Baldur asintió y volvió a entrar en la sala. Transcurrió un largo rato mientras Flóvent esperaba en el pasillo intentando hacerse a la idea de cómo se sentiría el matrimonio en aquel momento. Le resultaba imposible.
El matrimonio abrió la puerta de la sala de autopsias, Baldur les acompañaba. La mujer se secaba los ojos con un pañuelo que guardó en su bolso. El hombre la abrazaba y ella se apoyaba en él mientras avanzaban por el pasillo. Flóvent se despidió del forense, condujo de nuevo a la pareja hasta Fríkirkjuvegur y una vez allí los llevó a su despacho. Les ofreció una taza de café auténtico procedente del ejército norteamericano que Thorson le había proporcionado y dejó que se recuperaran, evitando atosigarles o acrecentar su dolor.
—¿Tienen alguna pista sobre quién ha podido hacerle esto? —preguntó el hombre.
—Desgraciadamente no hemos atrapado a nadie todavía, tenemos la esperanza de que ustedes puedan ayudarnos al respecto, ahora que conocemos la identidad de su hija.
—No me cabe en la cabeza quién ha podido querer hacerle esto —repitió el padre—. Es tan ajeno a toda... a toda realidad. Que a una criatura bendita le haya ocurrido semejante desgracia.
—Tengo entendido que su hija era adoptada.
—Sí —confirmó el hombre—. La adoptamos con un año y medio. Nosotros no teníamos hijos. Siempre quisimos uno, pero no podíamos.
—¿De dónde era?
—Del norte, de la provincia de Húnavatnssýsla —concretó la mujer—. Mi hermana trabajaba en una granja de la zona. Al fallecer la dueña de la finca dejó tras ella a un gran número de niños sin edad de trabajar y, por mediación de mi hermana, el padre nos dio a la chiquilla en adopción.

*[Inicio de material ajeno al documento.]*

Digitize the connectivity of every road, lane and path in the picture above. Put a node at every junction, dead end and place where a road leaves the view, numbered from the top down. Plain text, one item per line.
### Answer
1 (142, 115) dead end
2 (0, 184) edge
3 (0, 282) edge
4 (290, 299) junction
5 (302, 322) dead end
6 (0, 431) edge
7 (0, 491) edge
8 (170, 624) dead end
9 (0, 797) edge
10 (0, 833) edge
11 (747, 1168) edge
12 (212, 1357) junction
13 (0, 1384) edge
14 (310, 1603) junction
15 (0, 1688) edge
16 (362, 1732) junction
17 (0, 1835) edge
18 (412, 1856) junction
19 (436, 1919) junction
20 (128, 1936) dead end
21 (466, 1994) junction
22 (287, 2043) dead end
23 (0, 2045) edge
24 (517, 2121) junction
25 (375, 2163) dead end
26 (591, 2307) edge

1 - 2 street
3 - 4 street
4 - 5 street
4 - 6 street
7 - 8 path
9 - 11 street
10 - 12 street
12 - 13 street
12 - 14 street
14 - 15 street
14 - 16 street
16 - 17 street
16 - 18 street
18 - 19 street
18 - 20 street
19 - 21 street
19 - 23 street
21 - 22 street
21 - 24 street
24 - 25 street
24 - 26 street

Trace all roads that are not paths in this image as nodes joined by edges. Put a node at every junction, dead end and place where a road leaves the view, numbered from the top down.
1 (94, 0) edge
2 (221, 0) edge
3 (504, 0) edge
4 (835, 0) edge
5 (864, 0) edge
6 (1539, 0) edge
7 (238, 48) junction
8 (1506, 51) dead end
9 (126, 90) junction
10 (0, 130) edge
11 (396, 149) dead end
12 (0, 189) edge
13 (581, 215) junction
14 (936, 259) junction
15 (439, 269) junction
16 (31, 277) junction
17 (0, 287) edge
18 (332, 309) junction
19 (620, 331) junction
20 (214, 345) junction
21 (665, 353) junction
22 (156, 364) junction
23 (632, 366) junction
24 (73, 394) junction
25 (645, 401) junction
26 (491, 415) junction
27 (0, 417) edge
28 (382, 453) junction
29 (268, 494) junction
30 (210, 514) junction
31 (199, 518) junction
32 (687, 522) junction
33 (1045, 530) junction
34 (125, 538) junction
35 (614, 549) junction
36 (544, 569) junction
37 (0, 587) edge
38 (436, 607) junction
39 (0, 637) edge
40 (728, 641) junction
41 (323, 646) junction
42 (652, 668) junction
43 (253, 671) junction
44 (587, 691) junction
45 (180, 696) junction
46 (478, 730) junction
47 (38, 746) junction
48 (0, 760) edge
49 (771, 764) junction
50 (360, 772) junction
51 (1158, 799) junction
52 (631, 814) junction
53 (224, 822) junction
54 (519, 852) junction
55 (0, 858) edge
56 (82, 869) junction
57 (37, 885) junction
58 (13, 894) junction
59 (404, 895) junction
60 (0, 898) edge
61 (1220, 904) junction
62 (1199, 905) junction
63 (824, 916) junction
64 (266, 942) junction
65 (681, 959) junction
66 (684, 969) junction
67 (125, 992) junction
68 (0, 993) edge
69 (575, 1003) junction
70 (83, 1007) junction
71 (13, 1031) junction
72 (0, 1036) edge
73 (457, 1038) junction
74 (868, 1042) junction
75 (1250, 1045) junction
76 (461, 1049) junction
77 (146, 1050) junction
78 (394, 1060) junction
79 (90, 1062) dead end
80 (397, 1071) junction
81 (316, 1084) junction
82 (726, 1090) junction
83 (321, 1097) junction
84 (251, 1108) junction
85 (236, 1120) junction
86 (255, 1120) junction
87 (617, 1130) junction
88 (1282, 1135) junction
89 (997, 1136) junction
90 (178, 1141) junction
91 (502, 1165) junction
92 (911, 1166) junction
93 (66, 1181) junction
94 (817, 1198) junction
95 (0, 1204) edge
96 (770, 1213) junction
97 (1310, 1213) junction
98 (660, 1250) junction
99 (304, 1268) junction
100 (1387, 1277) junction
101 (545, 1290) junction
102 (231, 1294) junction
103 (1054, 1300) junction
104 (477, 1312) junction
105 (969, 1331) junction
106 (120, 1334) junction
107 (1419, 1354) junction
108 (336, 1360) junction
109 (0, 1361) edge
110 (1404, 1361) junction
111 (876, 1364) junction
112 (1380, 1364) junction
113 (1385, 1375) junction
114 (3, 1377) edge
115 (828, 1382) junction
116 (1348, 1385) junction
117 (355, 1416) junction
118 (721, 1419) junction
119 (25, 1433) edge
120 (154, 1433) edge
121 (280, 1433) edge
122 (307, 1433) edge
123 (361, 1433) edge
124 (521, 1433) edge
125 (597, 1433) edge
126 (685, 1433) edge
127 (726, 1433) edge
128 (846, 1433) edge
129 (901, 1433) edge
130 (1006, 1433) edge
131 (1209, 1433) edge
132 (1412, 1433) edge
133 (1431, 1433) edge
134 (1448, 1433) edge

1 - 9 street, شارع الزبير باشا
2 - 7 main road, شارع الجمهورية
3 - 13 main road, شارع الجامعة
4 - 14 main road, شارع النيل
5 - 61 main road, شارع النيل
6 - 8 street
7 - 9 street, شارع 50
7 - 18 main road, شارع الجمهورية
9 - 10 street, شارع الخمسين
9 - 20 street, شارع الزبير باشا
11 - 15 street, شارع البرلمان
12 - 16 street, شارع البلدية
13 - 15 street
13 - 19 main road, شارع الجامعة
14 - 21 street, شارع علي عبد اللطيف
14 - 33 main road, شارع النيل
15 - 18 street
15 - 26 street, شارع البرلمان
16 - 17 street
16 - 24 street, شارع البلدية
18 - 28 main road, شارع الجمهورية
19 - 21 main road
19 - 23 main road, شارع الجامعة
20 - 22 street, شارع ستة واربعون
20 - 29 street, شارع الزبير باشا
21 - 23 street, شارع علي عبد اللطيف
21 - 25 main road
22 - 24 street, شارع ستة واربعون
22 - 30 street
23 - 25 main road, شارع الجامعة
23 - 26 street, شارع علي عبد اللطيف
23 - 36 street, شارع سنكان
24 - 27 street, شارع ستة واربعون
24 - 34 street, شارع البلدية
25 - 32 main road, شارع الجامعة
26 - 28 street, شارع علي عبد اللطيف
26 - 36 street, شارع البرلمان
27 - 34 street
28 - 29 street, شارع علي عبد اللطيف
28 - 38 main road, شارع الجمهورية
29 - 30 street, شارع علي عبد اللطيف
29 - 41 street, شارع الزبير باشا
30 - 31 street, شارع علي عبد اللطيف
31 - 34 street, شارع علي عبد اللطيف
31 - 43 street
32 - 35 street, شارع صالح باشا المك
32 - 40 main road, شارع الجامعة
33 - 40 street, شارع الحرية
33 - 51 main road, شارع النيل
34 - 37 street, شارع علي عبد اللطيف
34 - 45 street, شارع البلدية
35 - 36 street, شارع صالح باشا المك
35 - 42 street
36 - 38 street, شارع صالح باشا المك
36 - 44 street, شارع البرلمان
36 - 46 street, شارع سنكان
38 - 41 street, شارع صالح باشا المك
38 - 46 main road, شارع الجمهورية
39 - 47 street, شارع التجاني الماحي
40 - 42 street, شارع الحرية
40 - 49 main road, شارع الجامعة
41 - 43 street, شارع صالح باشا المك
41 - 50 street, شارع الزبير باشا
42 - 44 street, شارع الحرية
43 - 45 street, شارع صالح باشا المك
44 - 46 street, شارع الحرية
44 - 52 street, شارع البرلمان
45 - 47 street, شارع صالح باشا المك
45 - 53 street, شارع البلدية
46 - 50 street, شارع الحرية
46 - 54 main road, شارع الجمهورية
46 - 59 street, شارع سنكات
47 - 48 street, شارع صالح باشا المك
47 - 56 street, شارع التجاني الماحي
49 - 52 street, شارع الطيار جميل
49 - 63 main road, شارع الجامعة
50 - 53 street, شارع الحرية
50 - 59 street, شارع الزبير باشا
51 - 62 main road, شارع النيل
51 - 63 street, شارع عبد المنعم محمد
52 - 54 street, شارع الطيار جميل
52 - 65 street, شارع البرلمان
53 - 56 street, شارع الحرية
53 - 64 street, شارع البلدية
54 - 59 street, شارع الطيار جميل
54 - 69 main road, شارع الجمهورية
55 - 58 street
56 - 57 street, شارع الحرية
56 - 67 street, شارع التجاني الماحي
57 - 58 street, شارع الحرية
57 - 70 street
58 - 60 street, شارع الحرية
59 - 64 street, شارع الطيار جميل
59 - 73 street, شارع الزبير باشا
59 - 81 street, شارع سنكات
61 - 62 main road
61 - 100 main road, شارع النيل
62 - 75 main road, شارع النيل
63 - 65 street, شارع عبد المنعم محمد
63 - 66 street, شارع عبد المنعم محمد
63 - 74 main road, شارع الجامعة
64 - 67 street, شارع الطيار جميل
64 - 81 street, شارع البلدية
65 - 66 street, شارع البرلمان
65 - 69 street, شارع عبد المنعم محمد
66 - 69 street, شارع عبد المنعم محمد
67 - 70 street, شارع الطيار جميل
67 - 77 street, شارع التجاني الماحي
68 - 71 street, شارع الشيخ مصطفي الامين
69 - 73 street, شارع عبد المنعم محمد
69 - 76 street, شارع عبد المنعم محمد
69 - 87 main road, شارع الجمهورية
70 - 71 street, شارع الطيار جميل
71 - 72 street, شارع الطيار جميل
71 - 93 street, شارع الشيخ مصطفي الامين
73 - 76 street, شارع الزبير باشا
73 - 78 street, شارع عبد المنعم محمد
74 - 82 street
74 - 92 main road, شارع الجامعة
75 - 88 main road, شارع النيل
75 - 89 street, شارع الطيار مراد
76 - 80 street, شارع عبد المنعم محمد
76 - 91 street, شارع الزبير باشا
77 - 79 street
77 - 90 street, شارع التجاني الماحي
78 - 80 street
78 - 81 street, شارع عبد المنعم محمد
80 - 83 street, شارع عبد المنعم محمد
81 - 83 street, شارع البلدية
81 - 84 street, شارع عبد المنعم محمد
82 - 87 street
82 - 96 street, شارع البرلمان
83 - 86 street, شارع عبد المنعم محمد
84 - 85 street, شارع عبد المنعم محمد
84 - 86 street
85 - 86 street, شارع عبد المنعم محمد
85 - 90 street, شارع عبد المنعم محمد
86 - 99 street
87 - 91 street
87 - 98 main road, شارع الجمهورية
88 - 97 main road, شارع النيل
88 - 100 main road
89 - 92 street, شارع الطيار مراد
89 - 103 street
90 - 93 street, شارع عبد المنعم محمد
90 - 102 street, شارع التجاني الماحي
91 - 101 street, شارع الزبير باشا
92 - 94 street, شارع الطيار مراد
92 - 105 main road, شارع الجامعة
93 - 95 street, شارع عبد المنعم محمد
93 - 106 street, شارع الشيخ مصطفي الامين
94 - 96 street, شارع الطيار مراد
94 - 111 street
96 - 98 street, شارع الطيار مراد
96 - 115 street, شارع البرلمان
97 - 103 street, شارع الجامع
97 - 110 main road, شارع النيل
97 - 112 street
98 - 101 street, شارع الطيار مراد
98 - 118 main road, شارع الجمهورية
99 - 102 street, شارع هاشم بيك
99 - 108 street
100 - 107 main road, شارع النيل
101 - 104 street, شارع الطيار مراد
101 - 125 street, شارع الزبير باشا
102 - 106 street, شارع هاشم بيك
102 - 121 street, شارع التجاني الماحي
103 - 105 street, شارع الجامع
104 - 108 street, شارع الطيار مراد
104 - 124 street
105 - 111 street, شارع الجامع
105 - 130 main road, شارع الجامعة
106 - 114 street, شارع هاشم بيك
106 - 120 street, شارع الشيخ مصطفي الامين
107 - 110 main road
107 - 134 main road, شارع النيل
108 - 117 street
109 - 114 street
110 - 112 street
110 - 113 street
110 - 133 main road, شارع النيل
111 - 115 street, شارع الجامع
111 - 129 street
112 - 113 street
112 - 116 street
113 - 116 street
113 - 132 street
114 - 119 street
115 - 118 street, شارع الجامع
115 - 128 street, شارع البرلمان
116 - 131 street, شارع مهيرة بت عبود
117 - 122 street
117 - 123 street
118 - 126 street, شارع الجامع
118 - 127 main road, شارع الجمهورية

El hombre le explicó a Flóvent que su mujer y él se habían resignado y comenzado a considerar la adopción para conseguir tener un niño. Su edad avanzaba y no podían demorarse mucho más. Fue justo entonces cuando la hermana de la mujer les envió una carta donde explicaba que necesitaba imperiosamente reducir el número de niños en la granja del norte. Iban a enviar a tres a la granja vecina y el dueño de la finca no tendría ninguna objeción en enviar otro a gente decente de Reikiavik. El matrimonio viajó al norte, atravesó el altiplano y habló con el padre de la niña, un granjero pobre que vivía con estrecheces. Abrazaron a la niña por primera vez. Se llamaba Rósamunda y se encontraba en su segundo año de vida. Era una niña sana y alegre. Su madre había fallecido durante el alumbramiento del octavo hijo, el más joven.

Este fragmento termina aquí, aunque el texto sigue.